▶ Exercise aim
Only one stretch of the data is wanted: the line containing "thumb ip: (243, 272)", the line containing "pinky tip: (319, 307)", and every line between them, copied exactly.

▶ Records for processing
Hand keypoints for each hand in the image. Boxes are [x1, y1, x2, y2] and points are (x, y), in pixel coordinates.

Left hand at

==

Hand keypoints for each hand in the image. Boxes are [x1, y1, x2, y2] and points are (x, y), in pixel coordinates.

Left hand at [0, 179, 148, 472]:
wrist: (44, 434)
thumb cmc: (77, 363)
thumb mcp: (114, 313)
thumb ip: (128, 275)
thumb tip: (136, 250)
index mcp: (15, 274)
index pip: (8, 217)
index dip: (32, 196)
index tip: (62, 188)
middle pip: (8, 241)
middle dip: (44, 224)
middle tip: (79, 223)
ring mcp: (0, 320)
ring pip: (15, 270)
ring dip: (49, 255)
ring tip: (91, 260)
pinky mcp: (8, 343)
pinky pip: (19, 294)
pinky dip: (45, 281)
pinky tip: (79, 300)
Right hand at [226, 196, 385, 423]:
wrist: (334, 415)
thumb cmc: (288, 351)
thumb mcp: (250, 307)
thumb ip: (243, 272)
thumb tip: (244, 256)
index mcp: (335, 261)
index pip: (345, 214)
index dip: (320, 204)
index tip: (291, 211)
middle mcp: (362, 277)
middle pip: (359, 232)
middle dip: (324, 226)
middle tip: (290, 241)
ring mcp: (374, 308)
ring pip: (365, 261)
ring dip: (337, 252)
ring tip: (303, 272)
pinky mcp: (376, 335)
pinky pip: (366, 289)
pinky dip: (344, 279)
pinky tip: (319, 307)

▶ Worked solution
thumb ip: (243, 272)
thumb tip: (244, 256)
index mcp: (335, 261)
index pip: (345, 214)
index dip: (320, 204)
index tip: (291, 211)
middle mcp: (362, 277)
middle pip: (359, 232)
middle dip: (324, 226)
middle tip: (290, 241)
ring mcp: (374, 308)
ring pip: (365, 261)
ring dip: (337, 252)
ring tip: (303, 272)
pinky mcp: (376, 335)
pinky pip: (366, 289)
pinky dip: (344, 279)
pinky tip: (319, 307)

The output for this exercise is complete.